Estados Unidos ha generado un régimen de control exhaustivo sobre una eventual reestructuración de la deuda externa venezolana mediante la Licencia número 58 de la Oficina de Control de Activos Extranjeros (OFAC), del Departamento del Tesoro. Según un reporte de la consultora EY, este instrumento autoriza determinados servicios al gobierno de Venezuela para iniciar procesos de renegociación de una deuda externa que podría superar los 170.000 millones de dólares acumulados a lo largo de los años.
La licencia funciona como un preámbulo técnico-jurídico que permite al Gobierno interino de Venezuela contratar servicios legales, asesoría financiera y consultoría especializada para inventariar pasivos y establecer la juridicidad de demandas judiciales y laudos arbitrales.

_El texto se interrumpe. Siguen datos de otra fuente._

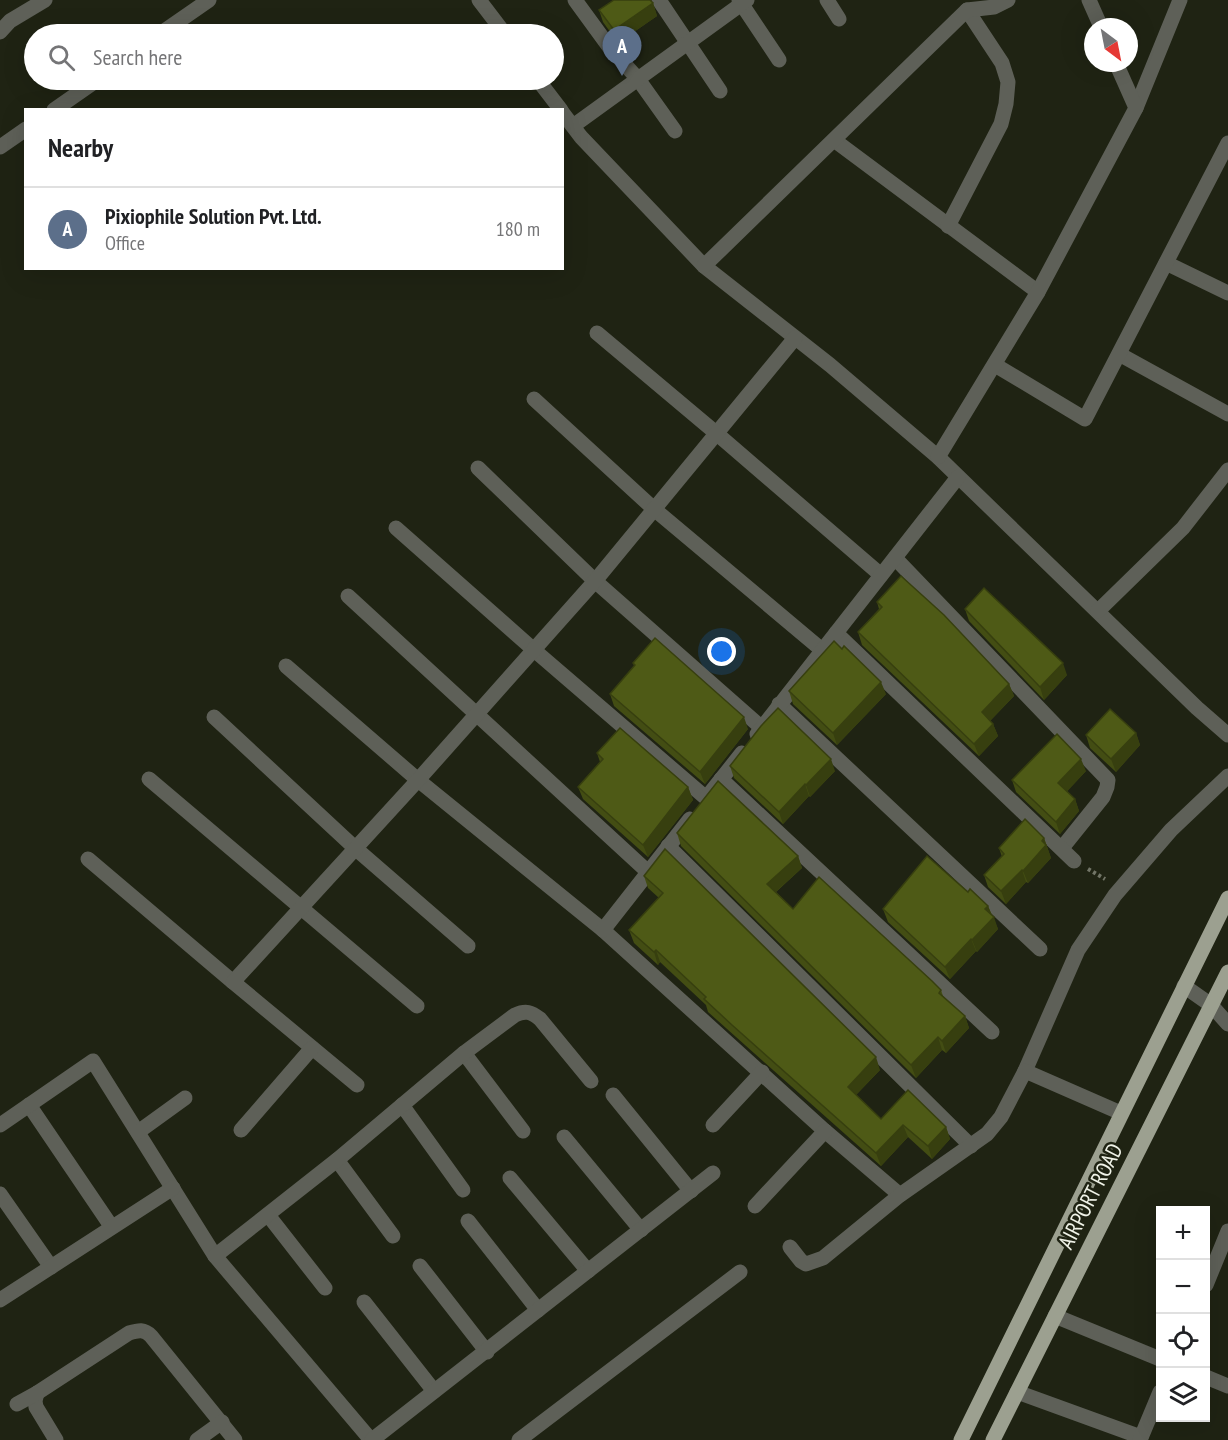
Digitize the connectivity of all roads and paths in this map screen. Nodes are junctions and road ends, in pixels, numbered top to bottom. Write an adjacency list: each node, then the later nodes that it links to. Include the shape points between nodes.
1 (45, 0): 17 (street, via 10,21)
2 (209, 0): 15 (street)
3 (479, 0): 16 (street)
4 (575, 0): 21 (street)
5 (659, 0): 18 (street)
6 (827, 0): 14 (street)
7 (1008, 0): 11 (street)
8 (1089, 0): 13 (street)
9 (1180, 0): 27 (street)
10 (742, 1): 18 (street); 19 (street)
11 (992, 3): 12 (street)
12 (967, 10): 32 (street); 36 (street, via 1002,63 1008,82 1006,105 1001,124)
13 (1097, 18)
14 (839, 19)
15 (174, 24)
16 (497, 24)
17 (0, 32)
18 (688, 43): 21 (street); 24 (street)
19 (780, 60)
20 (1120, 72): 27 (street)
21 (638, 79): 29 (street); 31 (street)
22 (83, 90): 25 (street)
23 (546, 90): 26 (street)
24 (720, 91)
25 (57, 108)
26 (560, 108)
27 (1136, 108): 39 (street)
28 (564, 114): 29 (street)
29 (573, 126): 38 (street)
30 (24, 130): 34 (street)
31 (675, 131)
32 (834, 140): 36 (street); 38 (street)
33 (1228, 143): 35 (street)
34 (0, 147)
35 (1221, 173): 37 (street)
36 (948, 226): 39 (street)
37 (1166, 263): 40 (street); 43 (street)
38 (704, 266): 42 (street)
39 (1038, 292): 44 (street)
40 (1228, 293)
41 (597, 333): 47 (street)
42 (795, 338): 47 (street); 48 (street)
43 (1119, 354): 44 (street, via 1085,419); 46 (street)
44 (995, 365): 48 (street)
45 (534, 399): 52 (street)
46 (1228, 414)
47 (716, 433): 52 (street); 55 (street)
48 (938, 457): 51 (street)
49 (478, 468): 56 (street)
50 (1228, 470): 58 (street, via 1183,528)
51 (958, 477): 54 (street); 58 (street)
52 (654, 508): 56 (street); 61 (street)
53 (396, 528): 60 (street)
54 (895, 558): 55 (street); 75 (street, via 1108,780 1103,797)
55 (881, 576): 59 (street)
56 (595, 581): 60 (street); 66 (street)
57 (348, 596): 64 (street)
58 (1098, 611): 67 (street)
59 (836, 633): 61 (street); 75 (street)
60 (534, 650): 64 (street); 72 (street)
61 (822, 650): 63 (street)
62 (286, 666): 71 (street)
63 (779, 704): 66 (street); 84 (street)
64 (477, 713): 71 (street); 78 (street)
65 (214, 717): 74 (street)
66 (762, 728): 70 (street)
67 (1228, 735)
68 (1228, 776): 79 (street, via 1171,830)
69 (149, 779): 81 (street)
70 (721, 779): 72 (street); 91 (street)
71 (418, 780): 74 (street); 82 (street)
72 (706, 798): 73 (street)
73 (668, 846): 78 (street); 110 (street)
74 (355, 848): 81 (street); 83 (street)
75 (1062, 848): 77 (street)
76 (88, 859): 86 (street)
77 (1074, 861): 79 (path)
78 (648, 872): 82 (street)
79 (1121, 889): 94 (street, via 1078,950)
80 (1228, 898): 87 (main road)
81 (302, 906): 86 (street); 89 (street)
82 (603, 930): 95 (street)
83 (468, 946)
84 (1040, 949)
85 (1228, 972): 88 (main road, AIRPORT ROAD)
86 (233, 982): 92 (street)
87 (1184, 986): 88 (street); 102 (main road)
88 (1211, 1005): 90 (street); 137 (main road, AIRPORT ROAD)
89 (417, 1006)
90 (1228, 1024)
91 (992, 1032)
92 (312, 1048): 97 (street); 105 (street)
93 (465, 1053): 96 (street, via 515,1015 531,1012 550,1028); 101 (street); 106 (street)
94 (1025, 1071): 102 (street); 110 (street, via 1001,1117)
95 (762, 1072): 104 (street); 107 (street)
96 (591, 1081)
97 (357, 1085)
98 (613, 1095): 116 (street)
99 (185, 1098): 108 (street)
100 (29, 1105): 103 (street); 108 (street, via 93,1061); 122 (street)
101 (402, 1106): 111 (street); 115 (street)
102 (1121, 1113): 154 (main road)
103 (0, 1125)
104 (713, 1125)
105 (241, 1130)
106 (524, 1131)
107 (825, 1131): 118 (street); 119 (street)
108 (138, 1132): 114 (street)
109 (564, 1137): 123 (street)
110 (971, 1146): 118 (street)
111 (337, 1160): 120 (street); 125 (street)
112 (713, 1173): 116 (street)
113 (510, 1178): 130 (street)
114 (173, 1188): 122 (street); 127 (street)
115 (463, 1190)
116 (692, 1191): 123 (street)
117 (0, 1194): 129 (street)
118 (900, 1195): 126 (street, via 817,1261 806,1264)
119 (755, 1206)
120 (268, 1215): 127 (street); 133 (street)
121 (468, 1221): 136 (street)
122 (111, 1226): 129 (street)
123 (641, 1230): 130 (street)
124 (1228, 1232): 132 (street)
125 (393, 1236)
126 (790, 1247)
127 (215, 1256): 152 (street)
128 (420, 1266): 138 (street)
129 (51, 1267): 134 (street)
130 (588, 1271): 136 (street)
131 (740, 1272): 153 (street)
132 (1210, 1275)
133 (326, 1288)
134 (0, 1300)
135 (364, 1302): 142 (street)
136 (538, 1310): 138 (street)
137 (1055, 1316): 139 (street); 143 (main road, AIRPORT ROAD)
138 (487, 1352): 142 (street)
139 (1156, 1357)
140 (1210, 1379): 141 (street)
141 (1228, 1386)
142 (434, 1391): 152 (street)
143 (1017, 1392): 148 (street); 155 (main road, AIRPORT ROAD)
144 (36, 1393): 145 (street); 147 (street, via 129,1333 146,1331); 149 (street, via 36,1407)
145 (17, 1404)
146 (1156, 1404): 148 (street)
147 (222, 1422): 150 (street); 151 (street)
148 (1141, 1439)
149 (56, 1440)
150 (197, 1440)
151 (236, 1440)
152 (371, 1440)
153 (519, 1440)
154 (961, 1440)
155 (993, 1440)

Sin embargo, estas contrataciones solo pueden ser realizadas por el Gobierno, Petróleos de Venezuela (PDVSA) y empresas donde esta última tenga una participación accionaria del 50% o superior, lo que limita significativamente los actores que pueden intervenir en el proceso.
A pesar de estas autorizaciones, la OFAC mantiene restricciones medulares que impiden avances rápidos en la negociación. La licencia prohibe explícitamente la reestructuración, transferencia o liquidación directa de la deuda, así como cualquier negociación directa con acreedores. Además, veda el establecimiento de condiciones de pago no comercialmente razonables, incluyendo canjes de deuda, pagos en oro o denominados en criptomonedas y tokens digitales como el Petro.
Expertos consideran que una eventual renegociación resultará extremadamente compleja debido a la necesidad de inventariar pasivos, resolver disputas legales internacionales y alcanzar acuerdos financieros en mercados de bonos. Aunque algunos analistas estiman que podrían obtenerse descuentos de hasta 70% en la deuda sometida a negociación, aún existe una considerable distancia para que comience un proceso de negociación concreta con los acreedores internacionales.